Animal skin (usually calf, sheep or goat) was transformed into a suitable writing surface by the parchmenter. Parchment preparation was slow and arduous. Skins with the fewest flaws (due to ticks, injuries, etc.) were soaked in vats filled with a solution of lime and water from 3 to 10 days, and were stirred several times a day. The skins would then be removed and draped, hair side out, over a curved wooden board. The parchmenter would then scrape off the hair and outer film with a curved blade. It was then rinsed for two more days in fresh water to get rid of all the lime. The wet skin would then be stretched on a wooden frame and kept wet by ladling scoops of hot water over it. Then a lunellum, a crescent shaped knife, would be used to scrape the skin down. The skin was then allowed to dry on the frame, becoming shrunken and more taut. When dry it was scraped again until it became quite thin and the shiny surface was removed.

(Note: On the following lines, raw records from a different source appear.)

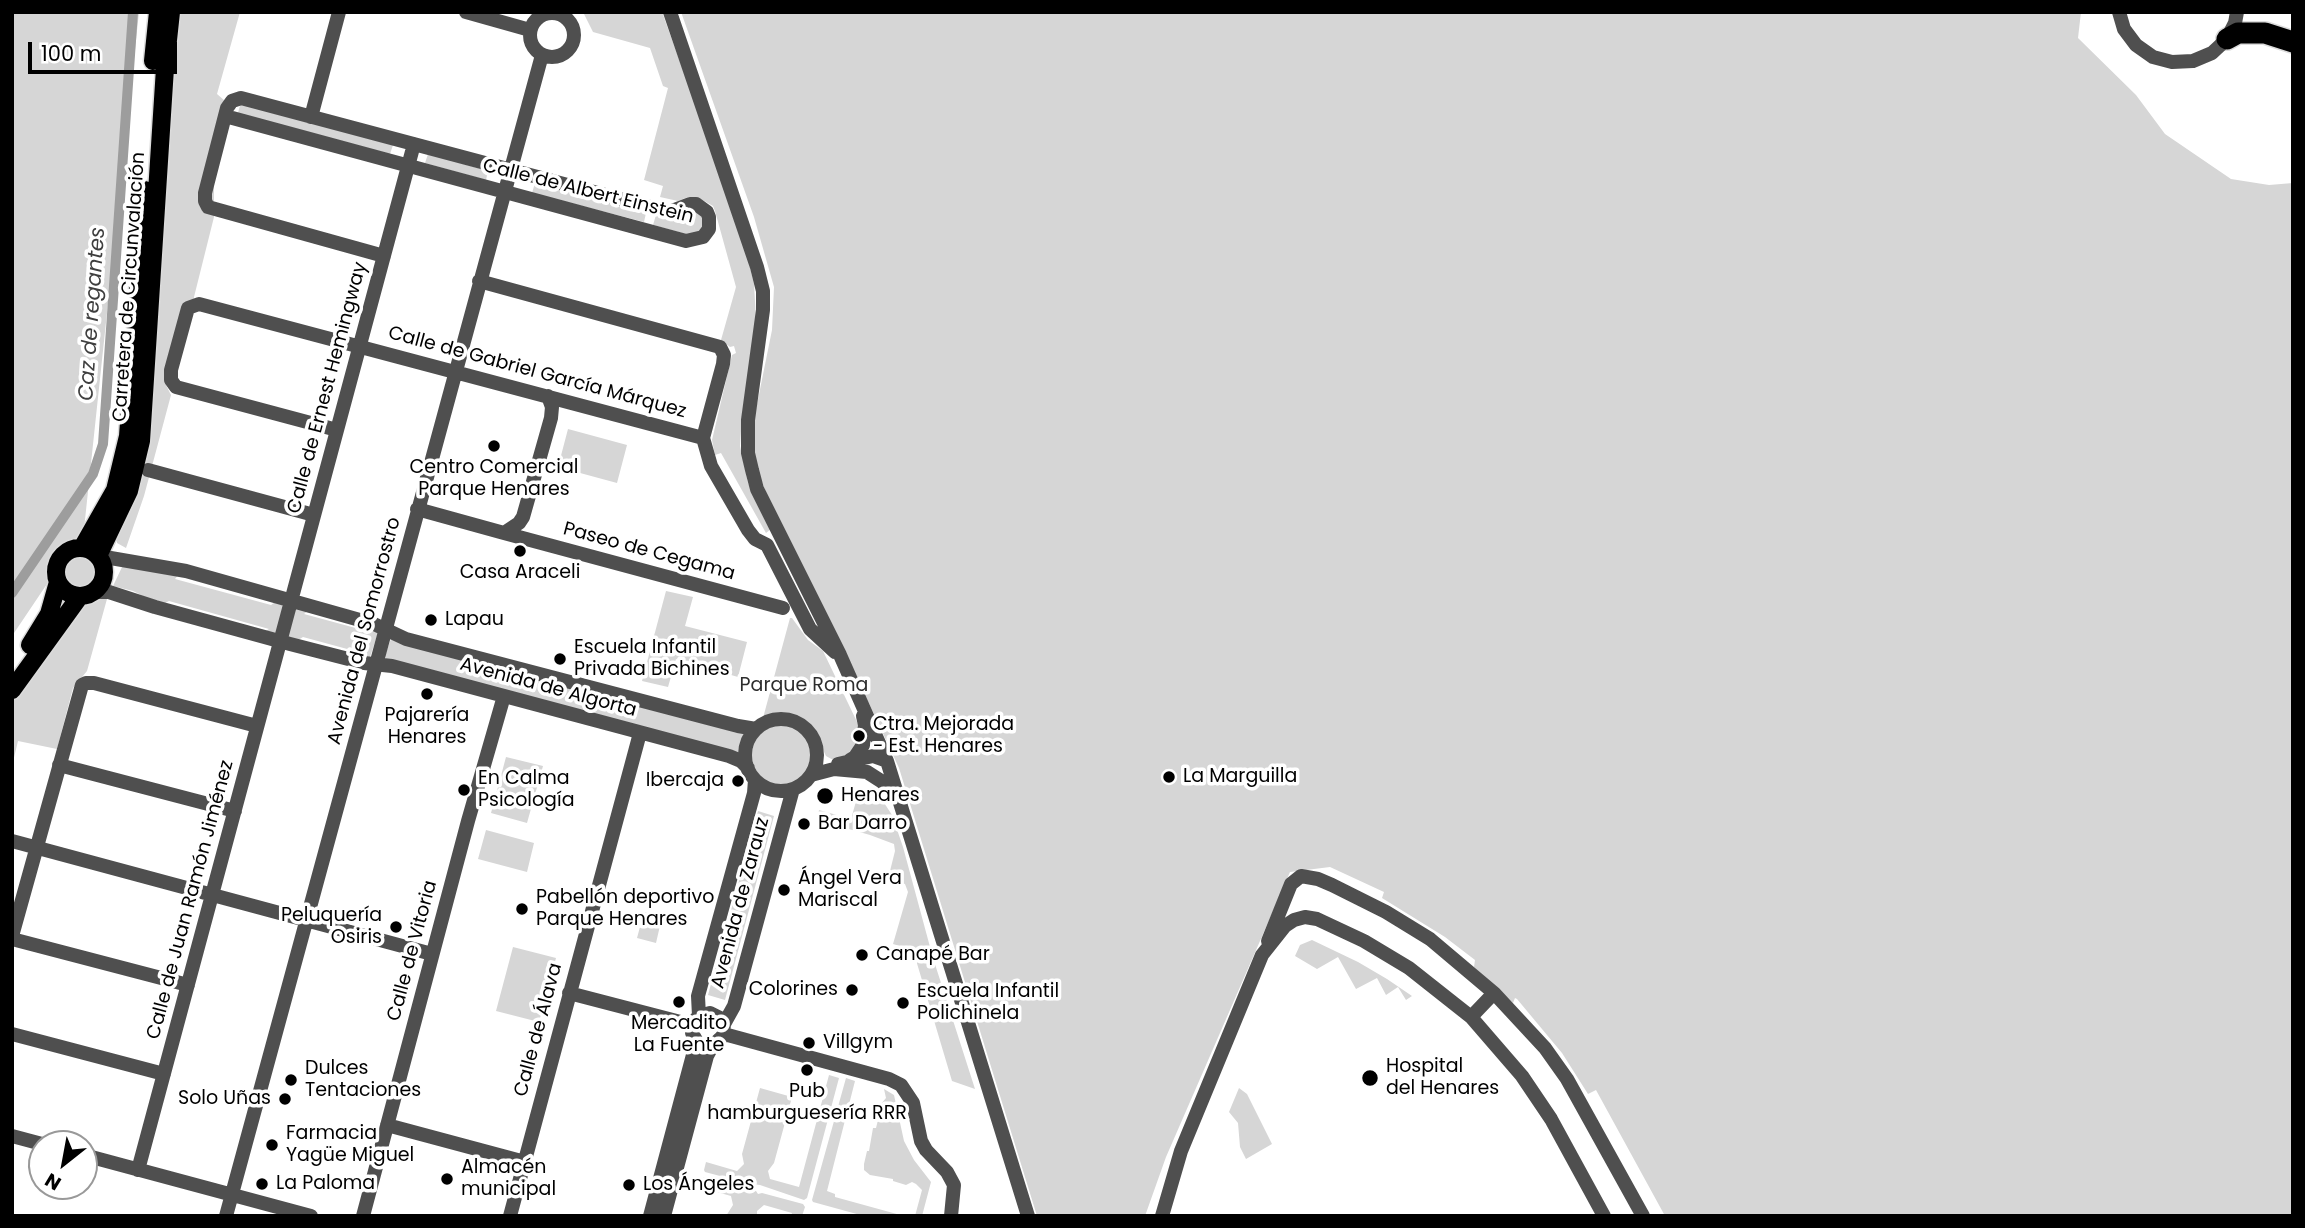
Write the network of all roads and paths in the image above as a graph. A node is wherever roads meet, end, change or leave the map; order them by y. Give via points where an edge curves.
1 (158, 12) edge
2 (171, 12) edge
3 (339, 12) edge
4 (466, 12) edge
5 (670, 12) edge
6 (2119, 12) edge
7 (2238, 12) edge
8 (557, 13) edge
9 (530, 30) junction
10 (2227, 38) junction
11 (2293, 42) edge
12 (542, 55) junction
13 (225, 116) junction
14 (312, 117) junction
15 (414, 144) junction
16 (408, 166) junction
17 (510, 170) junction
18 (504, 191) junction
19 (384, 256) junction
20 (479, 281) junction
21 (360, 345) junction
22 (455, 372) junction
23 (548, 396) junction
24 (337, 430) junction
25 (703, 438) junction
26 (148, 471) dead end
27 (417, 509) junction
28 (314, 515) junction
29 (108, 531) junction
30 (504, 533) junction
31 (93, 553) junction
32 (124, 560) junction
33 (58, 582) junction
34 (87, 594) junction
35 (291, 601) junction
36 (783, 608) dead end
37 (386, 628) junction
38 (281, 641) junction
39 (842, 661) junction
40 (376, 664) junction
41 (12, 670) edge
42 (12, 690) edge
43 (504, 696) junction
44 (860, 701) junction
45 (257, 726) junction
46 (756, 729) junction
47 (640, 733) junction
48 (817, 759) junction
49 (887, 762) junction
50 (59, 765) junction
51 (846, 766) junction
52 (751, 774) junction
53 (811, 775) junction
54 (793, 789) junction
55 (900, 799) junction
56 (235, 811) junction
57 (12, 841) edge
58 (36, 848) junction
59 (1308, 877) junction
60 (212, 895) junction
61 (1305, 917) junction
62 (308, 921) junction
63 (12, 938) edge
64 (1264, 952) junction
65 (432, 954) junction
66 (188, 985) junction
67 (569, 993) junction
68 (1494, 993) junction
69 (1471, 1017) junction
70 (696, 1020) junction
71 (724, 1029) junction
72 (12, 1034) edge
73 (696, 1040) junction
74 (713, 1045) junction
75 (164, 1074) junction
76 (387, 1125) junction
77 (98, 1159) edge
78 (525, 1162) junction
79 (138, 1170) junction
80 (232, 1194) junction
81 (952, 1211) edge
82 (226, 1216) edge
83 (311, 1216) edge
84 (363, 1216) edge
85 (510, 1216) edge
86 (650, 1216) edge
87 (664, 1216) edge
88 (1028, 1216) edge
89 (1162, 1216) edge
90 (1604, 1216) edge
91 (1643, 1216) edge

1 - 31 main road, Carretera de Circunvalación via 128,436
2 - 29 main road, Carretera de Circunvalación via 141,441 129,491
3 - 14 street
4 - 9 street
5 - 39 street via 763,291 748,420 748,453 757,489
6 - 10 street via 2136,46 2172,62 2193,61 2212,53
7 - 10 street
8 - 9 street via 540,17
8 - 12 street via 573,27 572,46 556,58
9 - 12 street via 531,44
10 - 11 highway via 2265,33
12 - 17 street, Avenida del Somorrostro
13 - 14 street, Calle de Albert Einstein via 232,101 241,98
13 - 16 street, Calle de Albert Einstein
13 - 19 street via 205,197 208,208
14 - 15 street, Calle de Albert Einstein
15 - 16 street, Calle de Ernest Hemingway
15 - 17 street, Calle de Albert Einstein
16 - 18 street, Calle de Albert Einstein
16 - 19 street, Calle de Ernest Hemingway
17 - 18 street, Avenida del Somorrostro
17 - 18 street, Calle de Albert Einstein via 669,212 695,204 706,212 709,229 699,239 686,240
18 - 20 street, Avenida del Somorrostro
19 - 21 street, Calle de Ernest Hemingway
20 - 22 street, Avenida del Somorrostro
20 - 25 street via 720,347 723,364
21 - 22 street, Calle de Gabriel García Márquez
21 - 24 street, Calle de Ernest Hemingway
21 - 24 street, Calle de Gabriel García Márquez via 199,304 186,312 171,370 176,387
22 - 23 street, Calle de Gabriel García Márquez
22 - 27 street, Avenida del Somorrostro
23 - 25 street, Calle de Gabriel García Márquez
23 - 30 street via 551,418 523,517
24 - 28 street, Calle de Ernest Hemingway
25 - 39 street, Calle de Gabriel García Márquez via 711,466 748,530 767,545 810,629
26 - 28 street
27 - 30 street, Paseo de Cegama
27 - 37 street, Avenida del Somorrostro
28 - 35 street, Calle de Ernest Hemingway
29 - 31 main road, Carretera de Circunvalación
29 - 32 street via 113,548
30 - 36 street, Paseo de Cegama
31 - 32 street, Avenida de Algorta
31 - 33 main road via 75,548 63,555 57,568
31 - 34 main road via 104,565 104,576 101,585
32 - 35 street, Avenida de Algorta via 186,571
33 - 34 main road via 69,594
33 - 41 main road via 49,614
34 - 38 street, Avenida de Algorta via 109,592
34 - 42 main road
35 - 37 street, Avenida de Algorta
35 - 38 street, Calle de Ernest Hemingway
37 - 40 street, Avenida del Somorrostro
37 - 46 street, Avenida de Algorta via 406,639
38 - 40 street, Avenida de Algorta
38 - 45 street, Calle de Juan Ramón Jiménez
39 - 44 street
40 - 43 street, Avenida de Algorta
40 - 62 street, Avenida del Somorrostro
43 - 47 street, Avenida de Algorta
43 - 65 street, Calle de Vitoria
44 - 49 street
44 - 51 street via 864,738
45 - 50 street via 86,682
45 - 56 street, Calle de Juan Ramón Jiménez
46 - 48 street via 774,720 796,722 812,737
46 - 52 street via 746,745
47 - 52 street, Avenida de Algorta via 729,756 741,761
47 - 67 street, Calle de Álava
48 - 51 street
48 - 53 street
49 - 51 street via 873,756
49 - 55 street
50 - 56 street
50 - 58 street
51 - 53 street
51 - 55 street via 874,775
52 - 54 street via 772,790
52 - 70 street, Avenida de Zarauz via 754,793 698,996
53 - 54 street
54 - 71 street, Avenida de Zarauz
55 - 88 street
56 - 60 street, Calle de Juan Ramón Jiménez
57 - 58 street
58 - 60 street
58 - 63 street
59 - 61 street via 1299,883 1291,900
59 - 64 street via 1296,878 1291,884
59 - 68 street via 1419,932
60 - 62 street
60 - 66 street, Calle de Juan Ramón Jiménez
61 - 64 street via 1285,926
61 - 69 street via 1364,941 1409,968
62 - 65 street
62 - 80 street, Avenida del Somorrostro
63 - 66 street
64 - 89 street via 1181,1151
65 - 76 street, Calle de Vitoria
66 - 75 street, Calle de Juan Ramón Jiménez
67 - 70 street
67 - 78 street, Calle de Álava
68 - 69 street
68 - 91 street via 1567,1079
69 - 90 street via 1522,1076 1551,1119
70 - 71 street, Avenida de Zarauz via 713,1013 720,1017
70 - 73 street, Avenida de Zarauz via 692,1033
71 - 74 street, Avenida de Zarauz via 720,1041
71 - 81 street via 889,1079 906,1090 921,1141 954,1185
72 - 75 street
73 - 74 street
73 - 86 street, Avenida de Zarauz
74 - 87 street, Avenida de Zarauz
75 - 79 street, Calle de Juan Ramón Jiménez
76 - 78 street
76 - 84 street, Calle de Vitoria
77 - 79 street
78 - 85 street, Calle de Álava
79 - 80 street
80 - 82 street, Avenida del Somorrostro
80 - 83 street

The full skin would then be cut into a Parchmentnumber of double leaves, or bifolia. The leaves were then gathered into a quire of anywhere from 4 to 24 leaves, depending upon the thickness of the parchment used, then ruled with drypoint (blind lines scored with a stylus or back of a knife) or ink to calibrate the writing surface.

The parchment would be been rubbed with pumice or chalk before the writing in order to decrease its oiliness and absorbency.